ACTIVITY:
Note how many lines in the material have "Zweibrücken", and give only that figure.

□ □ □ □ □

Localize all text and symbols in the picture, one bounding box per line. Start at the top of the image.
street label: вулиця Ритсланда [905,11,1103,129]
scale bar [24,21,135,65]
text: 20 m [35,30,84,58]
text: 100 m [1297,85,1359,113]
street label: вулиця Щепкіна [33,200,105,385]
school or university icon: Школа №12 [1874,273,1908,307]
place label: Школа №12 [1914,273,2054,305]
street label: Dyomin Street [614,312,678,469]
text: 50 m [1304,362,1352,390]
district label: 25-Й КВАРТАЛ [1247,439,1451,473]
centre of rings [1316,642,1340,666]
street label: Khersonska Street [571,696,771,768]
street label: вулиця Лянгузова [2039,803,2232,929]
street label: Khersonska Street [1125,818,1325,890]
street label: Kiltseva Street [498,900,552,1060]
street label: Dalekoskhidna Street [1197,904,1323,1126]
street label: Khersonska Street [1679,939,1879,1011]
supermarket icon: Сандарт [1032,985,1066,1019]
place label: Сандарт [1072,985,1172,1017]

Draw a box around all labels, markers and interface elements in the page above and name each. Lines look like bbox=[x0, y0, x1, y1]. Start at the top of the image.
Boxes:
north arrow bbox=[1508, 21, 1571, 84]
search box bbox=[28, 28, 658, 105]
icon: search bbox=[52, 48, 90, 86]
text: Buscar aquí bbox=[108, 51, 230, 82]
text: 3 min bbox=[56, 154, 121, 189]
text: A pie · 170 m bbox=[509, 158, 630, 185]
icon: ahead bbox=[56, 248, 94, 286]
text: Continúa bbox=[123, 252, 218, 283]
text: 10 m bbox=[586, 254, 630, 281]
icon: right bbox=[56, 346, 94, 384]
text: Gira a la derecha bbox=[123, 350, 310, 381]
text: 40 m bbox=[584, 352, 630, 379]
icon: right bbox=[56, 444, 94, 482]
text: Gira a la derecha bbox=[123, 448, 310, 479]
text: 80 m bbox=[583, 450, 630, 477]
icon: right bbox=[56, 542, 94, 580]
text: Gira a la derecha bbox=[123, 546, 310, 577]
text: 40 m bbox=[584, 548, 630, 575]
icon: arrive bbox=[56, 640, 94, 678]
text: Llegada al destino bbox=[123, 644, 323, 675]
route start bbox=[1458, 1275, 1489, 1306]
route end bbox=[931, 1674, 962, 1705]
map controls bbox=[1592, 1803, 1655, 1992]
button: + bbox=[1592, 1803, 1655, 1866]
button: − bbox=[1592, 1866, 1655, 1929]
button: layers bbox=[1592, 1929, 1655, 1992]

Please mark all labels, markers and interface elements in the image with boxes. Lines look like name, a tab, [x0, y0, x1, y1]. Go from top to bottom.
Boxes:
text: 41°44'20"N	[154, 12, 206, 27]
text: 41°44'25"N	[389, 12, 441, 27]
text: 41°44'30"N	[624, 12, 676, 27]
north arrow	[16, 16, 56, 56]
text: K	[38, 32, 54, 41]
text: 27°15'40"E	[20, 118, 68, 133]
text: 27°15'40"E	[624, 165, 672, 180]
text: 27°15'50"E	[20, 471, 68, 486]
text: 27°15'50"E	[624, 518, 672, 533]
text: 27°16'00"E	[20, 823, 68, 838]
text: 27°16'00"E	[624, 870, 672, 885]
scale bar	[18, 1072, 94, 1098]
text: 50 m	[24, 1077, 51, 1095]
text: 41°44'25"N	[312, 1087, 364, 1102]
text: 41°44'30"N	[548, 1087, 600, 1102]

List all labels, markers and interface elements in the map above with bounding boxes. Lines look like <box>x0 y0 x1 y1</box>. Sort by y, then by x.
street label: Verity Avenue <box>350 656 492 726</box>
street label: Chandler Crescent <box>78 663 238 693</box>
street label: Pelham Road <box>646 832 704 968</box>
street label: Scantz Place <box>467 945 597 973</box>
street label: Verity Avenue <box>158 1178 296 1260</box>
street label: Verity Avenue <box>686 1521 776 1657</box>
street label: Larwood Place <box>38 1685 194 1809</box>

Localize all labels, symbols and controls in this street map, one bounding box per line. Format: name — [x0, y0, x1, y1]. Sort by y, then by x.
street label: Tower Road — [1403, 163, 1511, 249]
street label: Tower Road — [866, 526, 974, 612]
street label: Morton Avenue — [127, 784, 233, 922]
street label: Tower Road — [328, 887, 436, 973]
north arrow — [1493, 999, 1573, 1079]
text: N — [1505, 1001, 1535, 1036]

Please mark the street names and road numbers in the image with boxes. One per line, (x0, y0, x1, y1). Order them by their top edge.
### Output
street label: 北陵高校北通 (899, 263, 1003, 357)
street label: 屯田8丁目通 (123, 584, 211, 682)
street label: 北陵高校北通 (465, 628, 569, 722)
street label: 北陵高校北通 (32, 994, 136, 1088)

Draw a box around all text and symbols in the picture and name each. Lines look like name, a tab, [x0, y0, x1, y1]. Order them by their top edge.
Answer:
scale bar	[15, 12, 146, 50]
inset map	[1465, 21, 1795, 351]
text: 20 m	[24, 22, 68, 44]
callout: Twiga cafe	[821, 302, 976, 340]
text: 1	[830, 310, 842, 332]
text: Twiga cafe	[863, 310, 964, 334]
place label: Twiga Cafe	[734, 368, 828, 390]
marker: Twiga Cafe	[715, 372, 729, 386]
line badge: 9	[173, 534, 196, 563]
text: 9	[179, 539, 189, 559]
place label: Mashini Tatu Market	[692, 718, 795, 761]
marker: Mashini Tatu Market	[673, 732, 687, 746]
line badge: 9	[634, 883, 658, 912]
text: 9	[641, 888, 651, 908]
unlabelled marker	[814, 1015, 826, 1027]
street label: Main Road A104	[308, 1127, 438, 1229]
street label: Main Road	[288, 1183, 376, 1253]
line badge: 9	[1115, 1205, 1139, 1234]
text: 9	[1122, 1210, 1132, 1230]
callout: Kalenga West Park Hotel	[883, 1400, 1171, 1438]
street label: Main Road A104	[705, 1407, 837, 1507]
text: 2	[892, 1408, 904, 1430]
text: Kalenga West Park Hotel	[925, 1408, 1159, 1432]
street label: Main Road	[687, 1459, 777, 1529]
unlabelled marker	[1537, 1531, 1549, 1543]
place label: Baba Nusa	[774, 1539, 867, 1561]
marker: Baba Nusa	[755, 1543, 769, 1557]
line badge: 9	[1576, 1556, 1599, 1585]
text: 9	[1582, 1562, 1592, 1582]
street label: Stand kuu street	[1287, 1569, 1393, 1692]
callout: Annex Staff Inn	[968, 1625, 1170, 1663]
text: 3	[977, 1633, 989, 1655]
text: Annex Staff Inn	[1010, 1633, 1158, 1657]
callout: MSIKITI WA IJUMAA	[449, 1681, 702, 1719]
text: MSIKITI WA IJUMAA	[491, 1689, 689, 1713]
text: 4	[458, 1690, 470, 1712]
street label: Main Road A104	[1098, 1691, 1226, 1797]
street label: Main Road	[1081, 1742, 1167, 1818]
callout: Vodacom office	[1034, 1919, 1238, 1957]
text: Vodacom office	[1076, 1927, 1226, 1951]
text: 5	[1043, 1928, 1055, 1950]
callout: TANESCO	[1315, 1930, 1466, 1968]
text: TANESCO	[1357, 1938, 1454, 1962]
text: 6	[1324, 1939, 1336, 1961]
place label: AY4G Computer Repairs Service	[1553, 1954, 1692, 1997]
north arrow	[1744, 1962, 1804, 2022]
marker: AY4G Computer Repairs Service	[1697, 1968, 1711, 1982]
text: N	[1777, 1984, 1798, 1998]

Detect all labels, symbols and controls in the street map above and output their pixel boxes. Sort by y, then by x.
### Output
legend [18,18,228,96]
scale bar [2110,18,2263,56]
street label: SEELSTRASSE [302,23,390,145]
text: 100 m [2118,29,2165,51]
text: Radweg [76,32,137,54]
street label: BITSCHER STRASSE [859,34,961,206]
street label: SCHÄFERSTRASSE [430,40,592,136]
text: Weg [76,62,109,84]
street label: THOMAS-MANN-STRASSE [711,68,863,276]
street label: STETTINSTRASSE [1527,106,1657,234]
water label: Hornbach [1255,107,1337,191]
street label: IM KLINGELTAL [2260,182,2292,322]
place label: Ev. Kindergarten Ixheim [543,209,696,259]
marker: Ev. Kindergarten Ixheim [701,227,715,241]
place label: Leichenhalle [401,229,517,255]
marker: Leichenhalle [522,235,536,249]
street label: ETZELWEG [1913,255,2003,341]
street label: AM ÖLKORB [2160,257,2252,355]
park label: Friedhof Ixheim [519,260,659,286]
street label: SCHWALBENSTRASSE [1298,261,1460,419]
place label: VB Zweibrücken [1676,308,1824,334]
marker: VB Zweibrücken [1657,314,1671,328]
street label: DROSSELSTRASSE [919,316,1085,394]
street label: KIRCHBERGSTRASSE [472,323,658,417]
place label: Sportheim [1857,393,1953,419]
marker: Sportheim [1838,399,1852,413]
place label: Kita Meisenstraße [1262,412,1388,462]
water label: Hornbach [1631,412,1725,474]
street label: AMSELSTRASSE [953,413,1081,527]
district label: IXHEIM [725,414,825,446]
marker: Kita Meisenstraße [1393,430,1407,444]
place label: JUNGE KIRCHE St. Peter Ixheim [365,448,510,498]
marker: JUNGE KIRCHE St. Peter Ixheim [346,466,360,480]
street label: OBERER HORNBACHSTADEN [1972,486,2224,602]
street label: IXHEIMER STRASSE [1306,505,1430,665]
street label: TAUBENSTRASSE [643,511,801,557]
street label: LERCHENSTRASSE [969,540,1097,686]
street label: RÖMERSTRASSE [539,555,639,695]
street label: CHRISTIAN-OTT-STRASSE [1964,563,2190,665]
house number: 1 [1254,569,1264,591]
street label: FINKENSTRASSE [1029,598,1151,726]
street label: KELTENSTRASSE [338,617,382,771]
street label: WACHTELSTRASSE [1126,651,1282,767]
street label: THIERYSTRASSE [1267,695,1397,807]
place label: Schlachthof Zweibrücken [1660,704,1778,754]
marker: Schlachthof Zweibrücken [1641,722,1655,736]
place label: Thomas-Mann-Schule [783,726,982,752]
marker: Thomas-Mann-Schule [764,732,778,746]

□ □ □ □ □

RESULT OF THE EXERCISE:
4